Build your VPN route
Start with the default 150 Mbps line speed, pick where you are, choose a VPN server, then select what you are doing. The tool estimates the likely speed drop, ping increase and the main reason the connection feels slower.
Your normal internet speed
The guide starts at 150 Mbps before the VPN so everyone can see the baseline. Change it to your own speed if you know it, then compare the estimated VPN result below.
Your VPN route
What is slowing it down?
Choose a route to see the main bottleneck.
Best next step
The guide will suggest the most useful fix for this route.
Advanced settings: normal ping, protocol, server load and Wi-Fi
Why the VPN server you choose matters
The easiest way to understand VPN speed loss is to start with your normal speed, then think about the route. This guide uses 150 Mbps as the default starting point, but you can change it to your own line speed. With a VPN, your traffic first goes to the VPN server, gets encrypted, and then continues across the internet. If that server is nearby and not overloaded, the extra delay can be small. If it is far away, busy, or using a heavier protocol, the connection can feel slower.
That is why two people using the same VPN can get different results. Someone in Manchester using a London VPN server may barely notice a change, while someone in London using Sydney may see higher ping even if the Mbps number still looks decent.

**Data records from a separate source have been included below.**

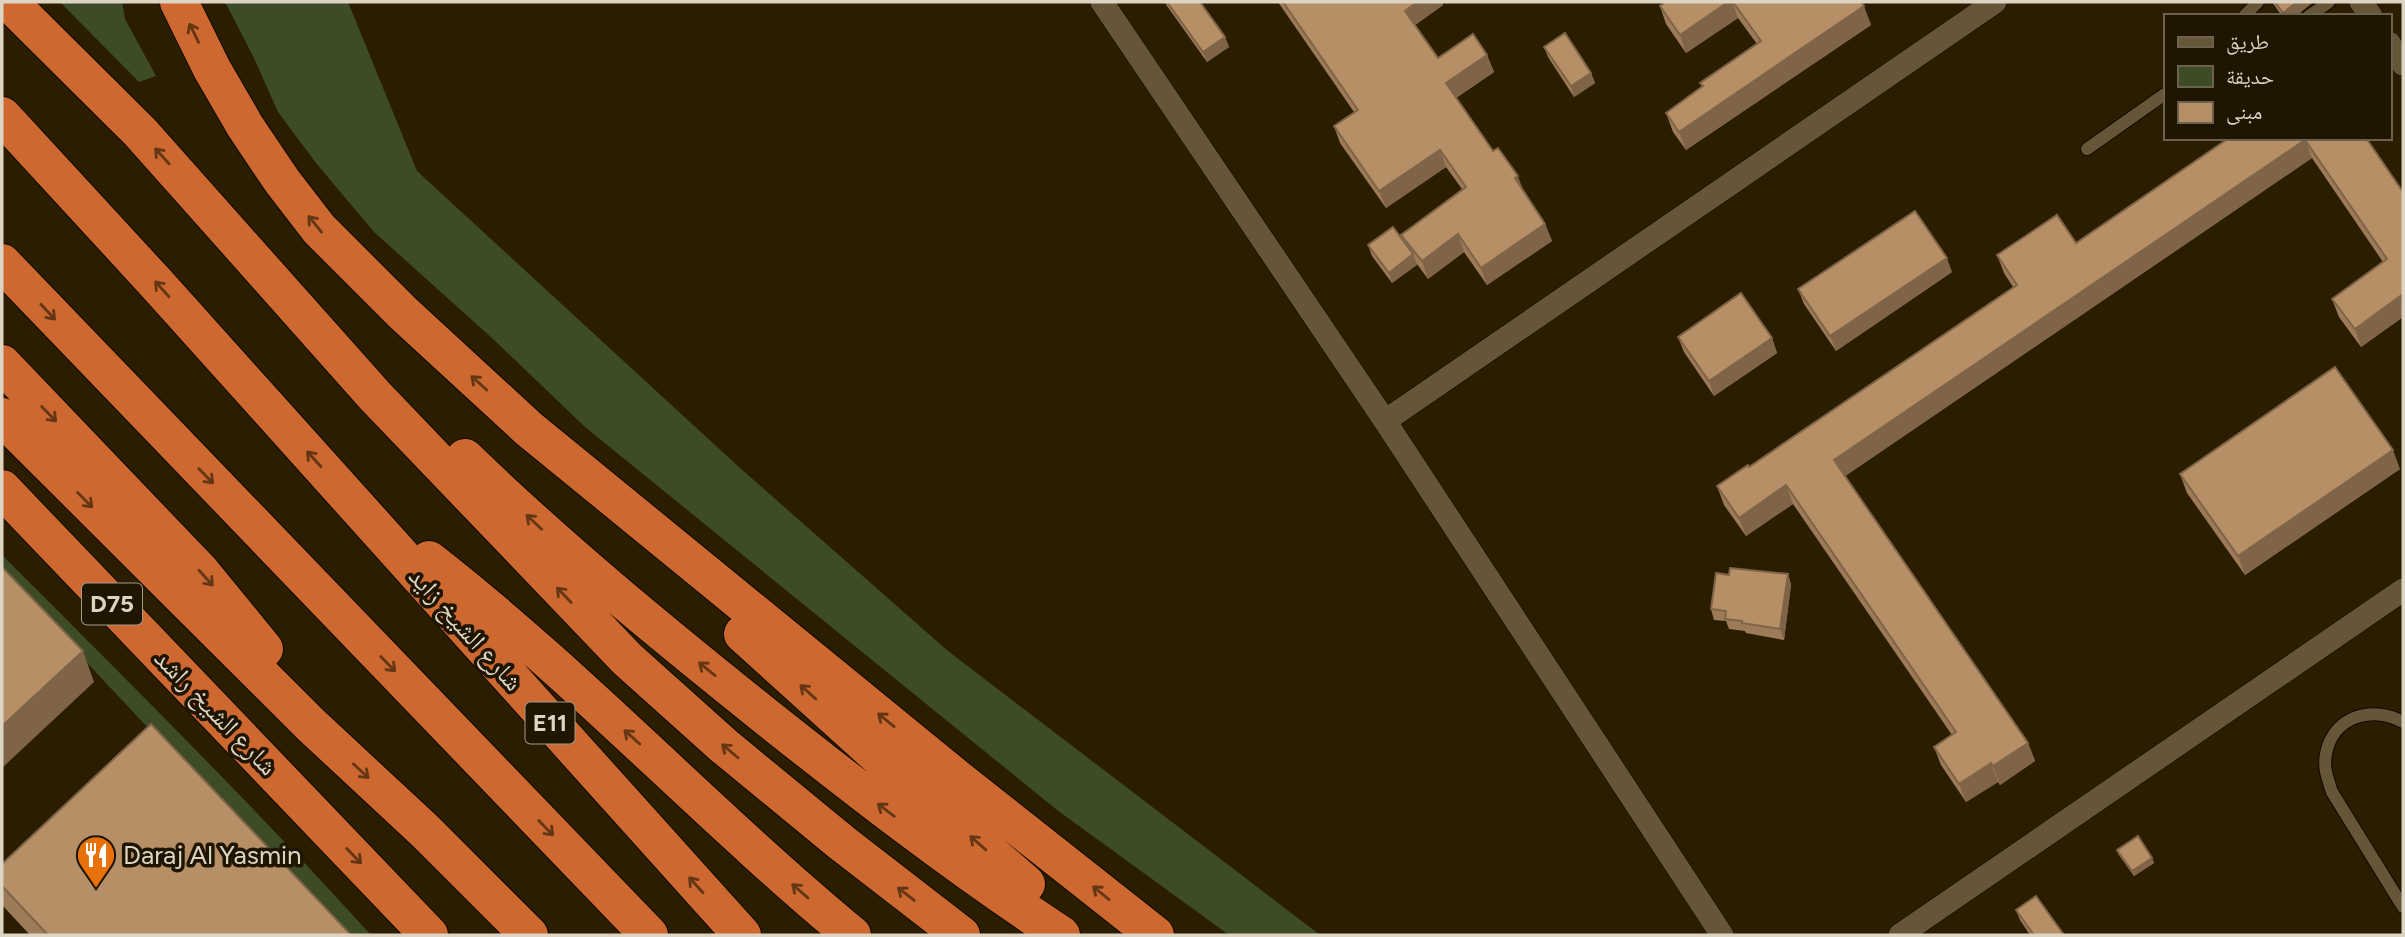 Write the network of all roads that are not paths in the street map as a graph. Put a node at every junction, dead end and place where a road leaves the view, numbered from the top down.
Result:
1 (9, 2) edge
2 (179, 2) edge
3 (1102, 2) edge
4 (1995, 2) edge
5 (2329, 2) edge
6 (2312, 14) edge
7 (2391, 46) edge
8 (2403, 64) edge
9 (2164, 95) edge
10 (2, 116) edge
11 (2087, 149) dead end
12 (197, 194) junction
13 (2, 263) edge
14 (2, 364) edge
15 (2, 418) edge
16 (1385, 421) junction
17 (529, 429) junction
18 (2, 489) edge
19 (359, 509) junction
20 (2, 526) edge
21 (2403, 590) edge
22 (222, 718) junction
23 (2403, 722) edge
24 (312, 724) junction
25 (2403, 907) edge
26 (429, 935) edge
27 (529, 935) edge
28 (649, 935) edge
29 (741, 935) edge
30 (852, 935) edge
31 (961, 935) edge
32 (1061, 935) edge
33 (1086, 935) edge
34 (1155, 935) edge
35 (1722, 935) edge
36 (1900, 935) edge

12 -> 1 highway
17 -> 2 highway
3 - 16 street
4 - 16 street
5 - 6 lane
7 - 8 street
9 - 11 lane
19 -> 10 highway, E11
31 -> 12 highway
32 -> 12 highway
13 -> 28 highway
14 -> 24 highway
15 -> 24 highway
16 - 35 street
33 -> 17 highway
34 -> 17 highway
18 - 22 highway, شارع الشيخ راشد / D75
29 -> 19 highway, شارع الشيخ زايد / E11
30 -> 19 highway
20 - 22 highway
21 - 36 street
22 -> 26 highway, شارع الشيخ راشد / D75
23 - 25 lane
24 -> 27 highway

What usually causes VPN slowdown?
- Distance: a faraway VPN server adds travel time to every packet.
- Latency: ping matters most for gaming, video calls and interactive apps.
- Server load: a busy VPN server may queue packets and reduce throughput.

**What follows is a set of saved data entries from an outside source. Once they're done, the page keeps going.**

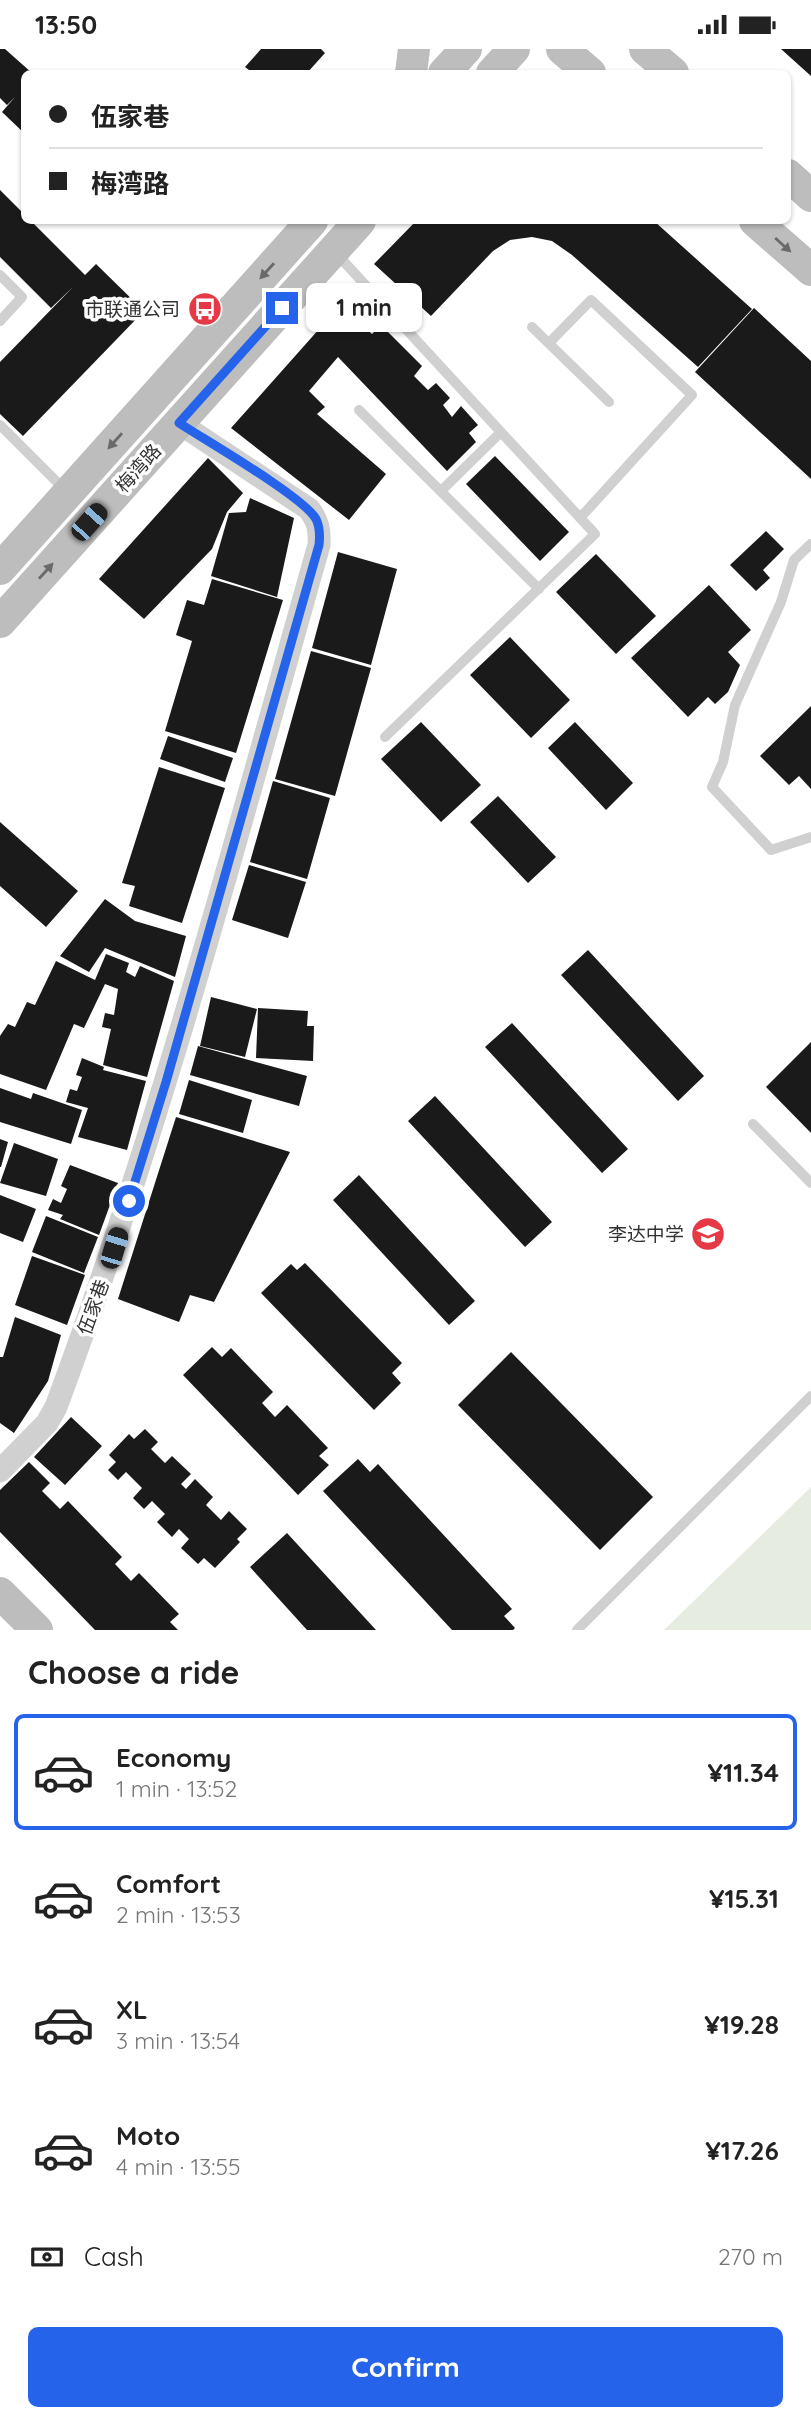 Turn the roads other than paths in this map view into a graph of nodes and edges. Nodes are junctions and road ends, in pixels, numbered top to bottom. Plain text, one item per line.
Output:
1 (414, 49) edge
2 (466, 49) edge
3 (514, 49) edge
4 (562, 49) edge
5 (645, 49) edge
6 (681, 49) edge
7 (411, 70) edge
8 (447, 70) edge
9 (495, 70) edge
10 (586, 70) edge
11 (670, 70) edge
12 (692, 70) edge
13 (791, 178) edge
14 (811, 196) edge
15 (309, 224) edge
16 (357, 224) edge
17 (758, 224) edge
18 (334, 250) junction
19 (811, 270) edge
20 (0, 275) edge
21 (0, 321) edge
22 (532, 327) dead end
23 (549, 343) junction
24 (609, 402) dead end
25 (359, 409) dead end
26 (179, 423) junction
27 (0, 425) edge
28 (501, 432) junction
29 (441, 491) junction
30 (68, 493) junction
31 (580, 518) junction
32 (811, 544) edge
33 (0, 569) edge
34 (539, 589) junction
35 (0, 622) edge
36 (385, 737) dead end
37 (811, 837) edge
38 (753, 1124) dead end
39 (811, 1183) edge
40 (811, 1396) edge
41 (0, 1471) edge
42 (0, 1593) edge
43 (37, 1630) edge
44 (577, 1630) edge

1 - 7 street
2 - 8 street
3 - 9 street
4 - 10 street
5 - 11 street
6 - 12 street
13 - 14 street
15 -> 30 street, 梅湾路
16 - 18 street, 梅湾路
17 -> 19 street
18 - 26 street, 梅湾路
18 - 28 lane
20 - 21 lane
22 - 23 lane
23 - 24 lane
23 - 31 lane
25 - 29 lane
35 -> 26 street, 梅湾路
26 - 41 street, 伍家巷
27 - 30 lane
28 - 29 lane
28 - 31 lane
29 - 34 lane
30 - 33 street, 梅湾路
31 - 34 lane
32 - 37 lane
34 - 36 lane
38 - 39 lane
40 - 44 lane
42 - 43 street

- Protocol overhead: encryption and tunnelling add work, although modern protocols are usually efficient.
- Local network quality: weak Wi-Fi can make the VPN look worse than it really is.
How to test before and after using a VPN
First, test your internet speed with the VPN off. Note the download speed, upload speed and ping. Then connect to a nearby VPN server and test again. A small drop is normal, but a huge drop usually points to a poor server choice, overloaded server, weak Wi-Fi or a protocol issue.

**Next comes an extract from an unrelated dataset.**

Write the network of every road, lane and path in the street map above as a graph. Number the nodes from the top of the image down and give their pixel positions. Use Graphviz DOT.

After testing speed, also check whether your VPN is working so you know the VPN is actually connected and routing traffic correctly.
How to fix a slow VPN connection
The quickest fix is usually to pick a closer VPN server. If that does not help, change protocol, avoid overloaded servers and test on a stronger Wi-Fi or wired connection. For a deeper walkthrough, use our guide to speed up your VPN connection.
- Choose the nearest server that still meets your privacy or streaming goal.
- Try WireGuard or IKEv2 if your VPN app supports them.
- Move closer to the router or test over Ethernet.
- If speeds collapse suddenly, follow the steps to fix a slow VPN connection.
When it is not just speed
Sometimes the Mbps number looks fine, but the VPN still feels laggy. That is usually latency or jitter. High latency means each action takes longer to respond. High jitter means the delay keeps changing, which can cause stutters in calls and games.
If the VPN will not connect, disconnects often, or shows app errors, check our list of common VPN errors and fixes before assuming your internet provider is the problem.
Frequently asked questions
Is it normal for a VPN to reduce speed?
Yes. Some reduction is normal because the VPN adds encryption and an extra server hop. The drop should usually be modest on a good nearby server.
Why does a faraway VPN server feel slower?
A faraway VPN server increases the distance packets travel before they reach the wider internet. That extra travel time raises ping and makes interactive tasks feel slower.
Does a faster VPN always mean lower ping?
No. Download speed and ping are related but different. A VPN can have enough Mbps for streaming while still adding too much latency for gaming.